5. Alle civiele en militaire autoriteiten binnen de staat en de belangrijkste politieke elementen van de staat zullen dat doen moet worden samengewerkt met de volksraadpleger bij de voorbereiding op het houden van de volksraadpleging.

6.

  • (a) Alle staatsburgers die de Staat wegens de onlusten hebben verlaten, zullen worden uitgenodigd en vrij zijn om terug te keren en al hun rechten als dergelijke burgers uit te oefenen. Om de repatriëring te vergemakkelijken, worden er twee commissies benoemd, de ene bestaat uit genomineerden uit India en de andere uit genomineerden uit Pakistan. De Commissie opereert onder leiding van de volksraadpleger. De regeringen van India en Pakistan en alle autoriteiten in de staat Jammu en Kasjmir zullen met de volksraadpleger samenwerken om deze bepaling ten uitvoer te leggen.
  • (b) Alle personen (anders dan staatsburgers) die op of sinds 15 augustus 1947 de Staat zijn binnengekomen voor andere dan wettige doeleinden, moeten de Staat verlaten.

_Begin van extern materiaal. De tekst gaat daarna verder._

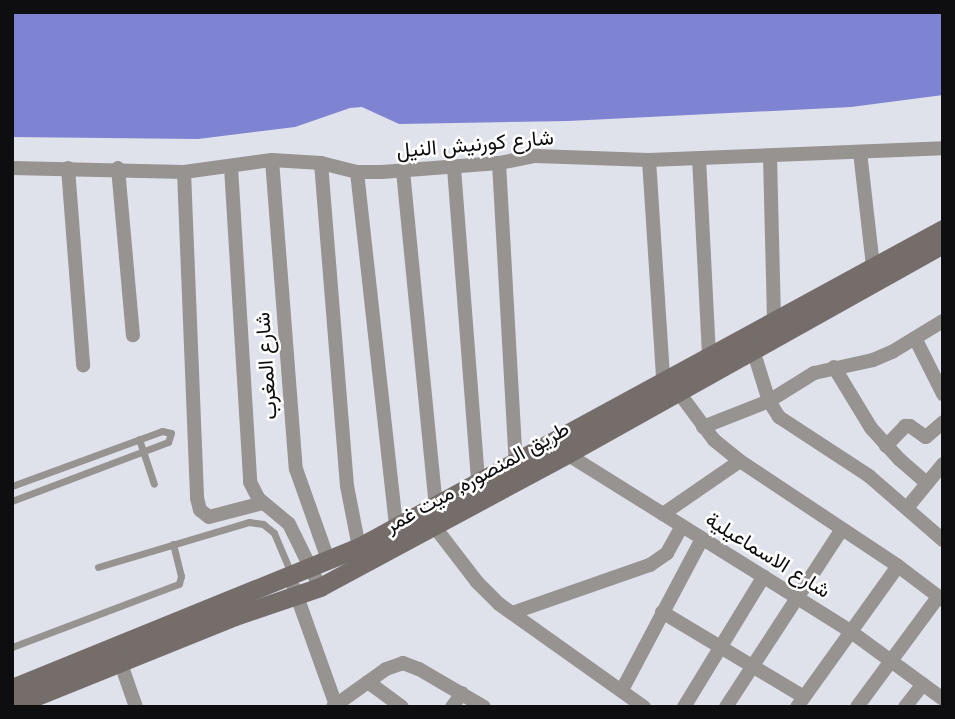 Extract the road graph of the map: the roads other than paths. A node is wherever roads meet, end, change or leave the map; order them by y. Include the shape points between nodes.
1 (943, 148) edge
2 (860, 152) junction
3 (770, 156) junction
4 (699, 158) junction
5 (272, 160) junction
6 (649, 160) junction
7 (321, 163) junction
8 (499, 163) junction
9 (231, 167) junction
10 (12, 168) edge
11 (118, 168) junction
12 (454, 168) junction
13 (68, 169) junction
14 (403, 171) junction
15 (184, 172) junction
16 (357, 172) junction
17 (943, 229) edge
18 (943, 244) edge
19 (873, 266) junction
20 (774, 319) junction
21 (943, 321) edge
22 (133, 335) dead end
23 (915, 338) junction
24 (753, 349) junction
25 (709, 354) junction
26 (83, 365) dead end
27 (834, 367) junction
28 (670, 384) junction
29 (943, 394) edge
30 (769, 401) junction
31 (943, 422) edge
32 (703, 427) junction
33 (139, 439) junction
34 (886, 446) junction
35 (143, 451) junction
36 (567, 454) junction
37 (93, 456) junction
38 (740, 461) junction
39 (516, 463) junction
40 (943, 464) edge
41 (98, 469) junction
42 (478, 483) junction
43 (928, 483) junction
44 (154, 484) dead end
45 (16, 485) edge
46 (25, 496) junction
47 (12, 501) edge
48 (263, 503) junction
49 (436, 505) junction
50 (907, 508) junction
51 (663, 514) junction
52 (434, 526) junction
53 (682, 526) junction
54 (396, 527) junction
55 (842, 529) junction
56 (940, 532) edge
57 (702, 539) junction
58 (173, 544) junction
59 (359, 547) junction
60 (321, 565) junction
61 (898, 566) junction
62 (98, 568) dead end
63 (293, 576) junction
64 (764, 576) junction
65 (320, 587) junction
66 (296, 597) junction
67 (797, 597) junction
68 (940, 598) edge
69 (662, 612) junction
70 (512, 613) junction
71 (850, 631) junction
72 (12, 647) edge
73 (721, 647) junction
74 (893, 661) junction
75 (121, 664) junction
76 (752, 666) junction
77 (368, 682) junction
78 (923, 684) junction
79 (12, 688) edge
80 (462, 693) junction
81 (943, 699) edge
82 (632, 701) edge
83 (804, 702) edge
84 (12, 706) edge
85 (334, 706) edge
86 (136, 707) edge
87 (402, 707) edge
88 (452, 707) edge
89 (484, 707) edge
90 (684, 707) edge
91 (726, 707) edge
92 (857, 707) edge
93 (905, 707) edge

1 - 2 street, شارع كورنيش النيل
2 - 3 street, شارع كورنيش النيل
2 - 19 street
3 - 4 street, شارع كورنيش النيل
3 - 20 street
4 - 6 street, شارع كورنيش النيل
4 - 25 street
5 - 7 street, شارع كورنيش النيل
5 - 9 street, شارع كورنيش النيل
5 - 60 street, شارع المغرب via 296,469
6 - 8 street, شارع كورنيش النيل via 536,156
6 - 28 street
7 - 16 street, شارع كورنيش النيل
7 - 59 street via 346,472
8 - 12 street, شارع كورنيش النيل
8 - 39 street
9 - 15 street, شارع كورنيش النيل
9 - 48 street via 250,482
10 - 13 street, شارع كورنيش النيل
11 - 13 street, شارع كورنيش النيل
11 - 15 street, شارع كورنيش النيل
11 - 22 street
12 - 14 street, شارع كورنيش النيل
12 - 42 street
13 - 26 street
14 - 16 street, شارع كورنيش النيل
14 - 49 street
15 - 48 street via 197,498 200,510 209,517
16 - 54 street
17 - 19 main road, طريق المنصوره, ميت غمر
18 - 24 main road, طريق المنصوره, ميت غمر
19 - 20 main road, طريق المنصوره, ميت غمر
20 - 25 main road, طريق المنصوره, ميت غمر
21 - 23 street
23 - 27 street via 873,360
23 - 29 street
24 - 28 main road, طريق المنصوره, ميت غمر
24 - 30 street
25 - 28 main road, طريق المنصوره, ميت غمر
27 - 30 street via 814,373
27 - 34 street via 857,409
28 - 32 street
28 - 36 main road, طريق المنصوره, ميت غمر
28 - 39 main road, طريق المنصوره, ميت غمر
30 - 32 street
30 - 50 street via 786,424 848,462
31 - 34 street via 926,437 905,426
32 - 38 street
33 - 35 lane
33 - 35 lane via 162,430 171,433 168,442
33 - 37 lane
34 - 43 street
35 - 41 lane
35 - 44 lane
36 - 51 street, شارع الاسماعيلية
36 - 52 main road, طريق المنصوره, ميت غمر
37 - 41 lane
37 - 45 lane
38 - 51 street
38 - 55 street
39 - 42 main road, طريق المنصوره, ميت غمر
40 - 43 street
41 - 46 lane
42 - 49 main road, طريق المنصوره, ميت غمر
43 - 50 street
45 - 46 lane
46 - 47 lane
48 - 60 street via 289,524
49 - 54 main road, طريق المنصوره, ميت غمر
50 - 56 street
51 - 53 street, شارع الاسماعيلية
52 - 65 main road, طريق المنصوره, ميت غمر
52 - 70 street via 488,594
53 - 57 street, شارع الاسماعيلية
53 - 70 street via 667,553 650,565
54 - 59 main road, طريق المنصوره, ميت غمر
55 - 61 street
55 - 67 street
57 - 64 street, شارع الاسماعيلية
57 - 69 street
58 - 62 lane
58 - 63 lane via 256,522 274,533
58 - 72 lane via 179,584
59 - 60 main road, طريق المنصوره, ميت غمر
60 - 63 main road, طريق المنصوره, ميت غمر
60 - 65 street
61 - 68 street
61 - 71 street
63 - 66 street
63 - 79 main road, طريق المنصوره, ميت غمر
64 - 67 street, شارع الاسماعيلية
64 - 73 street
65 - 66 main road, طريق المنصوره, ميت غمر
66 - 75 main road, طريق المنصوره, ميت غمر via 235,616
66 - 85 street
67 - 71 street, شارع الاسماعيلية
67 - 76 street
68 - 74 street
69 - 73 street
69 - 82 street
70 - 82 street
71 - 74 street, شارع الاسماعيلية
71 - 83 street
73 - 76 street
73 - 90 street
74 - 78 street, شارع الاسماعيلية
74 - 92 street
75 - 84 main road, طريق المنصوره, ميت غمر
75 - 86 street
76 - 83 street
76 - 91 street
77 - 80 street via 402,663
77 - 85 street
77 - 87 street
78 - 81 street, شارع الاسماعيلية
78 - 93 street
80 - 88 street
80 - 89 street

7. Alle autoriteiten in de staat Jammu en Kasjmir zullen zich ertoe verbinden, in samenwerking met de volksraadpleging, dat:

  • (a) Er is geen dreiging, dwang of intimidatie, omkoping of andere ongepaste beïnvloeding van de kiezers in de volksraadpleging;
  • (b) Er worden in de hele staat geen beperkingen opgelegd aan legitieme politieke activiteiten. Alle onderdanen van de staat, ongeacht hun geloof, kaste of partij, zijn veilig en vrij in het uiten van hun mening en bij het stemmen over de kwestie van de toetreding van de staat tot India of Pakistan. Er is vrijheid van pers, spraak en vergadering en vrijheid van reizen in de staat, met inbegrip van de vrijheid van rechtmatig binnenkomen en verlaten;
  • (c) Alle politieke gevangenen worden vrijgelaten;
  • d) minderheden in alle delen van de staat worden voldoende beschermd; en
  • (e) Er is geen slachtofferschap.

8. De volksraadpleging kan verwijzen naar de problemen van de Commissie van de Verenigde Naties voor India en Pakistan waarvoor hij mogelijk hulp nodig heeft, en de De Commissie kan naar eigen goeddunken de volksraadpleger oproepen om namens haar alle verantwoordelijkheden uit te oefenen waarmee zij is belast toevertrouwd;

9. Aan het einde van de volksraadpleging rapporteert de volksraadpleger de resultaten daarvan aan de Commissie en aan de regering van Jammu en Kasjmir. De Commissie geeft vervolgens aan de Veiligheidsraad aan of de volksraadpleging al dan niet vrij en onpartijdig is geweest;

10. Na ondertekening van de wapenstilstandsovereenkomst zullen de details van de voorgaande voorstellen worden uitgewerkt in het overleg voorzien in deel III van de resolutie van de Commissie van 13 augustus 1948. Bij dit overleg wordt de volksraadpleger volledig betrokken;

Looft de regering van India en Pakistan voor hun snelle actie om een ​​staakt-het-vuren te gelasten, dat met ingang van één minuut in werking treedt vóór middernacht van 1 januari 1949, overeenkomstig de overeenkomst die werd gesloten zoals bepaald in de resolutie van de Commissie van 13 augustus 1948; en

Besluit om in de nabije toekomst terug te keren naar het subcontinent om de verantwoordelijkheden te vervullen die haar zijn opgelegd door de resolutie van 13 augustus 1948 en door de voorgaande beginselen.